_Task directions_. Return all lines of the data in which the string "MAHOGANY" occurs.

[Dataset entries]
= = = =

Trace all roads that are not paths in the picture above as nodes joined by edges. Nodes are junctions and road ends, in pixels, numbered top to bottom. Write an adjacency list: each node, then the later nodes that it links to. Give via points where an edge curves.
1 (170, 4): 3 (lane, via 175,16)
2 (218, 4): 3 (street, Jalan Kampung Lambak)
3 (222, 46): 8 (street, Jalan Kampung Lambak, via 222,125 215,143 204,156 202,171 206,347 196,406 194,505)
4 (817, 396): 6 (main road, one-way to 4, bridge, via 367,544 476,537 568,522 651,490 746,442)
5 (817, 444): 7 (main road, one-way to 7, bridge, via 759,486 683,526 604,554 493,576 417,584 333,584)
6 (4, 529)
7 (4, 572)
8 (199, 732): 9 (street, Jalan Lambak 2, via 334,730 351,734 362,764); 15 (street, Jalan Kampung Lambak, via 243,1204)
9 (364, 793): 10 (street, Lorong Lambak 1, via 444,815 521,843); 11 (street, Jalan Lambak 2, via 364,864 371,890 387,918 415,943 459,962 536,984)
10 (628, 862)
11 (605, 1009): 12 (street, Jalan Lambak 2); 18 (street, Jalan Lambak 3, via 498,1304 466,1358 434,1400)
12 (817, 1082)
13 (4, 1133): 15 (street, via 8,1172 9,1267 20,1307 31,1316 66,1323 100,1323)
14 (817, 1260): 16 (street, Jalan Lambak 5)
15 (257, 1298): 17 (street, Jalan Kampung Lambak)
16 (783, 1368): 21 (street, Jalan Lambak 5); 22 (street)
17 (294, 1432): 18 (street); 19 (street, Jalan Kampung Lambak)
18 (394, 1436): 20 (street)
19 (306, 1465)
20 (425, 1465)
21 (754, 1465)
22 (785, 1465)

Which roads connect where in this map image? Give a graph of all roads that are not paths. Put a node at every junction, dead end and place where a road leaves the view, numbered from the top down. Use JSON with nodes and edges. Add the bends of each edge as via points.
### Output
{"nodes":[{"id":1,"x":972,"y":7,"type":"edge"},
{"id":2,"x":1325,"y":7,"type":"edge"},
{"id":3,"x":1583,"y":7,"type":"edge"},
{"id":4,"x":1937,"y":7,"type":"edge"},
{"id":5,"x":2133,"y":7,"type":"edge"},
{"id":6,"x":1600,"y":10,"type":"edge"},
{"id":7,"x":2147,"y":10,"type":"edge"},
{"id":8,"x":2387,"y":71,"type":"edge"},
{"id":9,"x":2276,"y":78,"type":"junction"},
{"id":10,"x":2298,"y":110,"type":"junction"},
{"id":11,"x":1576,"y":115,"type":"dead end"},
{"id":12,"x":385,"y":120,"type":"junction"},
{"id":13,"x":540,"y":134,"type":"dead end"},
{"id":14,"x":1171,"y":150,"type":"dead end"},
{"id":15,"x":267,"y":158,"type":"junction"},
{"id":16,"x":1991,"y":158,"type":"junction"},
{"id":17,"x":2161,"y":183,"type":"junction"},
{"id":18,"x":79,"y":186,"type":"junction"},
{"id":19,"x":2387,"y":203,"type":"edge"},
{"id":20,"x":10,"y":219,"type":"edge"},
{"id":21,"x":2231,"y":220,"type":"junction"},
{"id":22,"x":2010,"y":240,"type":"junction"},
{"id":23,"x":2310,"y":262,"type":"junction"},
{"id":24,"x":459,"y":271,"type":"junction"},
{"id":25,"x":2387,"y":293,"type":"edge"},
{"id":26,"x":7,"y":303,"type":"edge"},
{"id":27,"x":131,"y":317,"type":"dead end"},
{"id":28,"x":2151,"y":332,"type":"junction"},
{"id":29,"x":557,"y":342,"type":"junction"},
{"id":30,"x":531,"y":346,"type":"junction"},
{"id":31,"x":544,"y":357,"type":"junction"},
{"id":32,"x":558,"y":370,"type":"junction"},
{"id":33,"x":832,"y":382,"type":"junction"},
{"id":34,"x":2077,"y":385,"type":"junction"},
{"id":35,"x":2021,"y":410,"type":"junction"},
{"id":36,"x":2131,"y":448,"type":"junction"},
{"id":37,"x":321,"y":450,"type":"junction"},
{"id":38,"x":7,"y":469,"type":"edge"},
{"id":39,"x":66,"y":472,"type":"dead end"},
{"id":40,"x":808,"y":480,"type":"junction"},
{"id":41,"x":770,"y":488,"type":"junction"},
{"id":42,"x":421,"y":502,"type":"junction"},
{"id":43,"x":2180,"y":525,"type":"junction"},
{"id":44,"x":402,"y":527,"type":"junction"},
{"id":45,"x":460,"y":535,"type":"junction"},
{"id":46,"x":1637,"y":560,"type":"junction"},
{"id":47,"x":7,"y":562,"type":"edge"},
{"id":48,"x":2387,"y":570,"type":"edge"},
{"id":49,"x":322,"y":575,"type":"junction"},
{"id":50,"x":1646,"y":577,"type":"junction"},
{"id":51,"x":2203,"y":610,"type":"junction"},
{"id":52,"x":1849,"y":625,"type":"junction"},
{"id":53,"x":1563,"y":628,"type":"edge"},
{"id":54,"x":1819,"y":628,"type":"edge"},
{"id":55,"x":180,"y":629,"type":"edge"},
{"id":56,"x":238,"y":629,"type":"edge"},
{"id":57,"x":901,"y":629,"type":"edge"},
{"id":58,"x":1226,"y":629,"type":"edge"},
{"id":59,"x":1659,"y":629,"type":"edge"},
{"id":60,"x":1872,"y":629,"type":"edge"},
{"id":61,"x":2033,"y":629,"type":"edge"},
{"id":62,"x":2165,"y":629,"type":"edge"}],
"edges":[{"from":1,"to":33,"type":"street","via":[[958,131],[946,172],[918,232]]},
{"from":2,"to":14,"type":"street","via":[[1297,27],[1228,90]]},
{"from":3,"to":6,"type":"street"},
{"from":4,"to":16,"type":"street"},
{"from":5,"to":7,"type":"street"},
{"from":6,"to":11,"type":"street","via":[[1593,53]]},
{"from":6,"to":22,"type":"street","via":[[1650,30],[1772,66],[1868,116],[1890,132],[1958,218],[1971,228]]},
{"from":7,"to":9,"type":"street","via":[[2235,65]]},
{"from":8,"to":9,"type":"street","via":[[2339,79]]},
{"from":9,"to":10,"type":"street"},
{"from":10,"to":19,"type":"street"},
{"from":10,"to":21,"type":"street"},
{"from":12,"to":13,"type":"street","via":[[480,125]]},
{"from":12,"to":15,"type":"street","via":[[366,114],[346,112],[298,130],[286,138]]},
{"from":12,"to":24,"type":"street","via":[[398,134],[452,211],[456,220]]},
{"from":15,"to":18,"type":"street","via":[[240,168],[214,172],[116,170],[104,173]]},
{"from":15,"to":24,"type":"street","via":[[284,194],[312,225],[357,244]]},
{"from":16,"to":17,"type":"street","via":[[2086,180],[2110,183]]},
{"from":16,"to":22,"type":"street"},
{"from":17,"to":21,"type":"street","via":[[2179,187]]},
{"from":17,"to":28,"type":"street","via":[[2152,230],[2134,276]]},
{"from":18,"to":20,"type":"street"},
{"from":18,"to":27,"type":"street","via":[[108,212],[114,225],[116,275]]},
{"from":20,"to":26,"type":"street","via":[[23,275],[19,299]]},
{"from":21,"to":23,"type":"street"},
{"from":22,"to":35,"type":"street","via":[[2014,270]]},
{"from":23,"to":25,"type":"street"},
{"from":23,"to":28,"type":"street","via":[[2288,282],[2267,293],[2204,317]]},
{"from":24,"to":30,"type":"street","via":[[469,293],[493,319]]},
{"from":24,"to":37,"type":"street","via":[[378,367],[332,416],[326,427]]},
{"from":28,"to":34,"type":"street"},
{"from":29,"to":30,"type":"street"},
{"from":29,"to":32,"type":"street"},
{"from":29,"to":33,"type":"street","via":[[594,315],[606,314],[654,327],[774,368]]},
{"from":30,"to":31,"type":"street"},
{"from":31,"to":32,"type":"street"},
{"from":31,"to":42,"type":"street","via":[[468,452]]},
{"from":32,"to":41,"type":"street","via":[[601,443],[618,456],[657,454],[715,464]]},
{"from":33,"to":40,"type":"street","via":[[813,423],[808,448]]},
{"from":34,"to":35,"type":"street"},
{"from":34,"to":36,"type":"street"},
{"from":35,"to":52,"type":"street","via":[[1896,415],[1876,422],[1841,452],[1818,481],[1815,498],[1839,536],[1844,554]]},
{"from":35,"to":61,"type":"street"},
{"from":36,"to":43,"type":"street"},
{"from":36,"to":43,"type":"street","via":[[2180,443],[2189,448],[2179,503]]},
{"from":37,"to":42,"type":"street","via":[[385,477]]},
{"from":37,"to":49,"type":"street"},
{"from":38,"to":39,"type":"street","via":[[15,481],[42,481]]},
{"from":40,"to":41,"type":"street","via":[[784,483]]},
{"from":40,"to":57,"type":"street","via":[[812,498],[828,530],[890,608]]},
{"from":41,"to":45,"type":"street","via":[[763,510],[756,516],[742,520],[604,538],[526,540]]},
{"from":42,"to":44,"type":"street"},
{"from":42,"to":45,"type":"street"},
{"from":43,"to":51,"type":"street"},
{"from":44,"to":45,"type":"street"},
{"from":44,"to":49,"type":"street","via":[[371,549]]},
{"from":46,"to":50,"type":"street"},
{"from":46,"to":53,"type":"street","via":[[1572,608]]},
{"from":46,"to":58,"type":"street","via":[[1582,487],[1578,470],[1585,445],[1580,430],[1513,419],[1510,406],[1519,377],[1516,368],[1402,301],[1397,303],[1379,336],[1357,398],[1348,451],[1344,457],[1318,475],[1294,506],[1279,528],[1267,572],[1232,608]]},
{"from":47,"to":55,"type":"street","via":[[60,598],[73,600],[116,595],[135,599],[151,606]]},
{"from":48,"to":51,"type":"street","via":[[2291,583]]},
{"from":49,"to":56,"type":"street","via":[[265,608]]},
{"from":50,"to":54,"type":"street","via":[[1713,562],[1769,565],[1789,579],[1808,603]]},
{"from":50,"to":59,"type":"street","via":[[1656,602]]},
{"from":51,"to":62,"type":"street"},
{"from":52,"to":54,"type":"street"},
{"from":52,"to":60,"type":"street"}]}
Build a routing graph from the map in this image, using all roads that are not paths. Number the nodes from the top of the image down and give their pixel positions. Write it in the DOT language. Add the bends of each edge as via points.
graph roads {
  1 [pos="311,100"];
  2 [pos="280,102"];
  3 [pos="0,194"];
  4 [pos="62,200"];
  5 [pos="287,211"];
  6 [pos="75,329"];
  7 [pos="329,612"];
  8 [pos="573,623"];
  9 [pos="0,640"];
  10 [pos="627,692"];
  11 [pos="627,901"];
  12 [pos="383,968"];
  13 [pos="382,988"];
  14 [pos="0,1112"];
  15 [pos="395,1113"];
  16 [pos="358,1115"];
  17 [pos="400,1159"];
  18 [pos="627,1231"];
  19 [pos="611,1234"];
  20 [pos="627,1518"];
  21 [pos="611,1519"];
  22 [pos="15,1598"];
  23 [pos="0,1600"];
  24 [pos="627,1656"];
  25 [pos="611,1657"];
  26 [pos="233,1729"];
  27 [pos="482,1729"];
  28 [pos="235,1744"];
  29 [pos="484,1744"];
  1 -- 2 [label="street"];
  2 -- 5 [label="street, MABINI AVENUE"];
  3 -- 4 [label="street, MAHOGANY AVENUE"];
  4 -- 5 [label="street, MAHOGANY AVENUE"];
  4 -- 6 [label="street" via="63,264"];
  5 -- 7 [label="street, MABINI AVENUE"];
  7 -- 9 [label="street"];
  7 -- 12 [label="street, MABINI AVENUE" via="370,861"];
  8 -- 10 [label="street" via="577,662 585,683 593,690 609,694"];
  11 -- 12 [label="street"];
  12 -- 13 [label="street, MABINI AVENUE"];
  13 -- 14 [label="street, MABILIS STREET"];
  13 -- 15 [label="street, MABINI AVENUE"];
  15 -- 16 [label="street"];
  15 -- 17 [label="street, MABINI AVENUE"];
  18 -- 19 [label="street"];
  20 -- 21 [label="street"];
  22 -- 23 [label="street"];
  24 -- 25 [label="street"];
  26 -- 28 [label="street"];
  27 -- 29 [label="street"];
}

= = = =

_Output for this exercise_.
  3 -- 4 [label="street, MAHOGANY AVENUE"];
  4 -- 5 [label="street, MAHOGANY AVENUE"];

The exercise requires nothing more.